SmartAsset Advisor: Strategies for RMDs When Cash Is Not Needed

SmartAsset’s Susannah Snider outlines in-kind distributions, qualified charitable distributions, and Roth conversions as alternatives to cashing out IRAs

Author
Owen Mercer
Markets and Finance Editor
Published
Draft
Source: Yahoo Finance · original
Ask an Advisor: I Don't Need My RMD for Spending. What Are My Options?
Retirees approaching required minimum distribution age have options beyond liquidating assets

SmartAsset financial planning columnist Susannah Snider has published guidance for retirees who do not require immediate cash flow from their Individual Retirement Accounts (IRAs). In an article published via Yahoo Finance, Snider addresses the common scenario where individuals approaching Required Minimum Distribution (RMD) age wish to avoid having funds simply deposited into a checking account.

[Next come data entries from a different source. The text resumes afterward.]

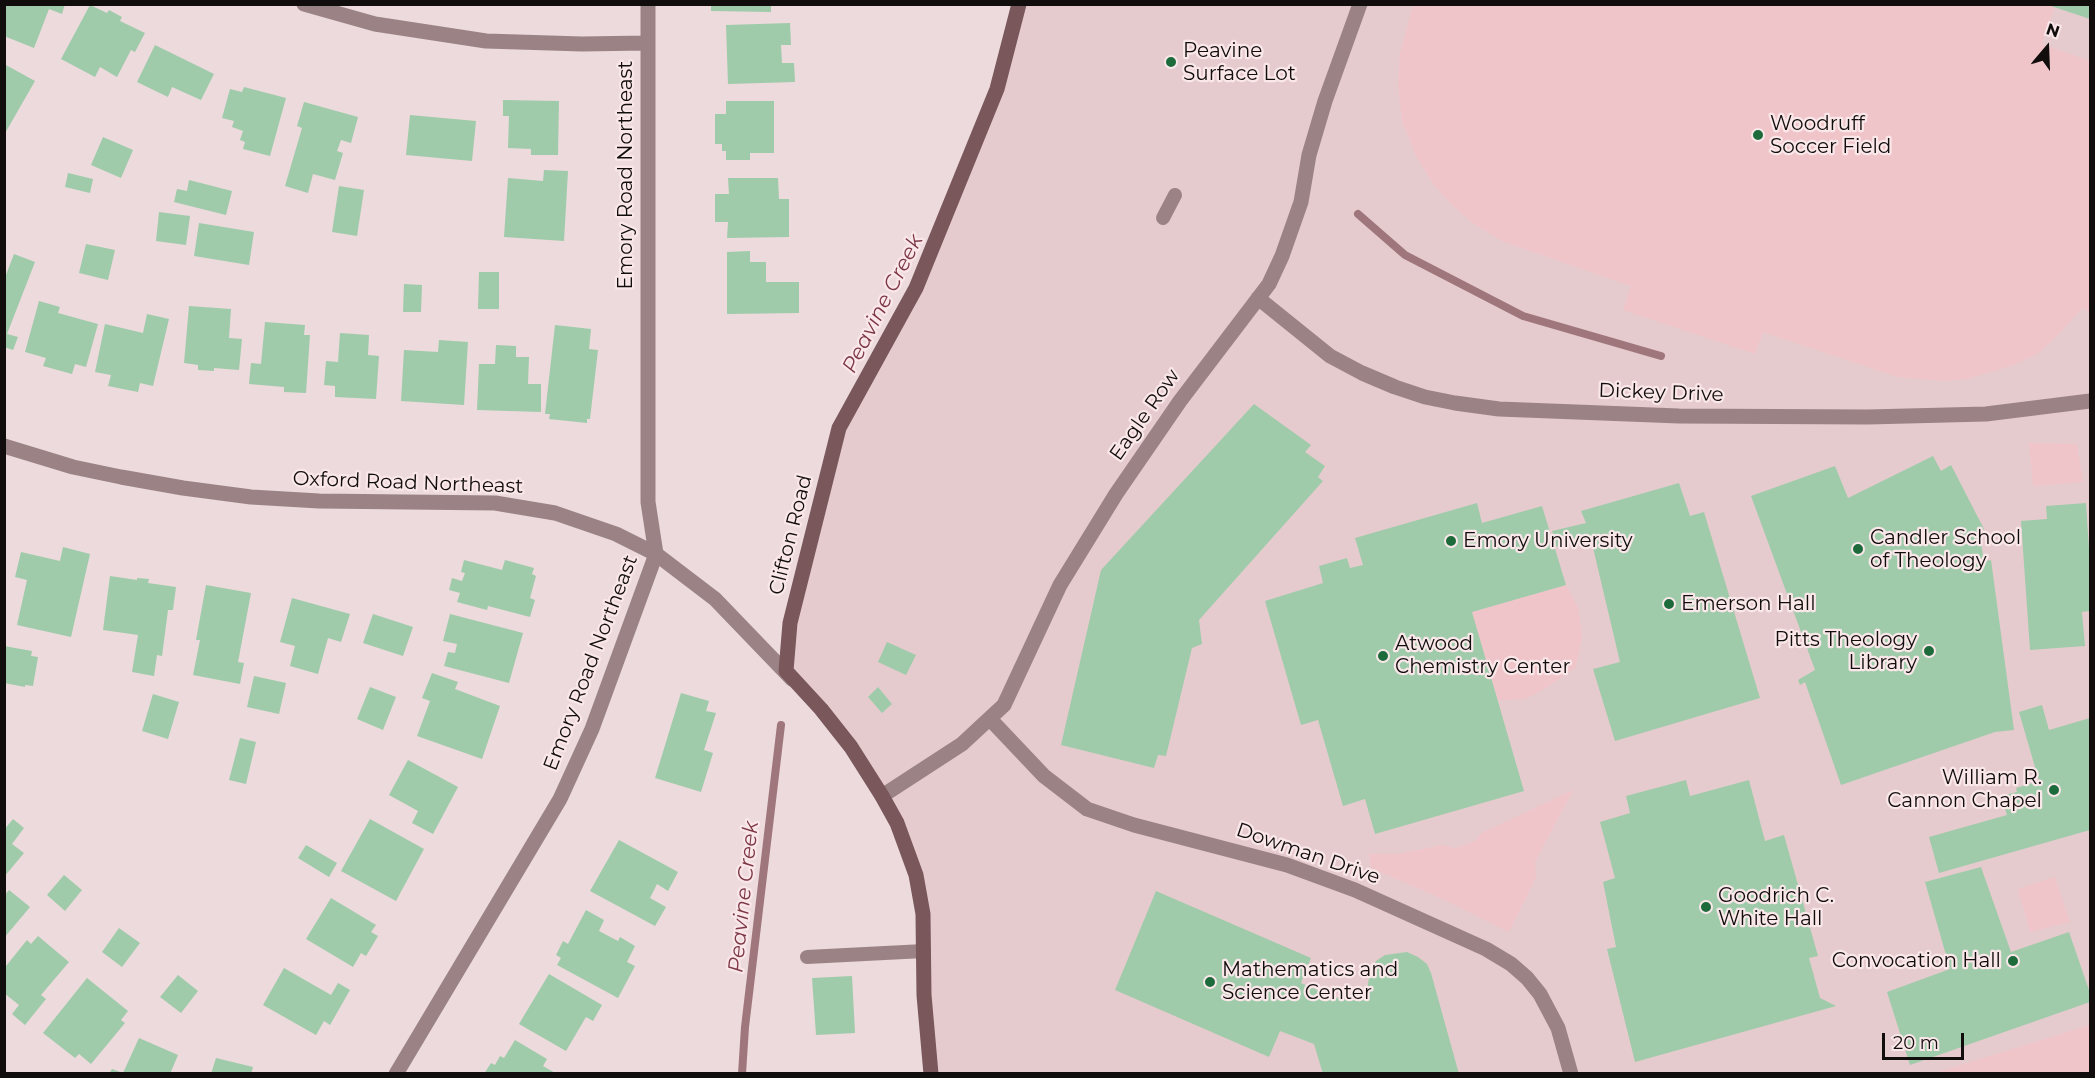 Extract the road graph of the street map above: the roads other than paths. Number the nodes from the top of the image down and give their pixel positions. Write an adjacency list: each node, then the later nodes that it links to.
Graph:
1 (304, 4): 5 (street)
2 (648, 4): 5 (street, Emory Road Northeast)
3 (1020, 4): 12 (main road, Clifton Road)
4 (1360, 4): 8 (street, Eagle Row)
5 (646, 43): 11 (street, Emory Road Northeast)
6 (1175, 195): 7 (lane)
7 (1163, 219)
8 (1258, 298): 9 (street, Dickey Drive); 13 (street, Eagle Row)
9 (2091, 400)
10 (4, 446): 11 (street, Oxford Road Northeast)
11 (656, 554): 12 (street, Oxford Road Northeast); 20 (street, Emory Road Northeast)
12 (821, 709): 14 (street, Oxford Road Northeast)
13 (990, 719): 15 (street, Eagle Row); 22 (street, Dowman Drive)
14 (851, 747): 15 (main road)
15 (882, 796): 16 (street)
16 (897, 823): 17 (main road)
17 (916, 875): 18 (street)
18 (924, 951): 19 (lane); 21 (street)
19 (807, 957)
20 (396, 1074)
21 (931, 1074)
22 (1571, 1074)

The piece outlines three primary strategies for managing RMDs without liquidating assets. The first is an in-kind distribution, which allows account holders to transfer assets such as stocks, exchange-traded funds, or mutual funds while maintaining their invested status. This approach may be beneficial for those wishing to avoid realising losses or waiting for investments to recover, though the tax liability on the distribution value remains.

A second option is the Qualified Charitable Distribution (QCD). This strategy permits taxpayers aged 70½ and older to transfer assets directly to charity, bypassing income tax on the distribution. Snider notes that QCDs can remove money from taxable income, potentially reducing Medicare premiums, and minimise future RMDs by lowering the overall account balance.

The third strategy involves converting traditional IRA dollars to Roth accounts. Since Roth IRAs do not require RMDs during the account holder's lifetime, this conversion can eliminate future mandated distributions and provide greater control over the funds. However, Snider highlights that this move incurs immediate tax consequences and requires careful planning.

The article emphasises that these strategies may have significant tax implications and advises readers to consult a financial advisor before proceeding. To assist with this, SmartAsset promotes a free tool designed to match users with vetted financial advisors in their area, allowing individuals to interview potential matches at no cost.

Snider, a Certified Financial Planner, also suggests maintaining a liquid emergency fund to cover unexpected expenses, noting the trade-off between inflation erosion and the security of cash reserves. She encourages readers to compare savings accounts from various banks to find high-interest options that allow for compound interest growth.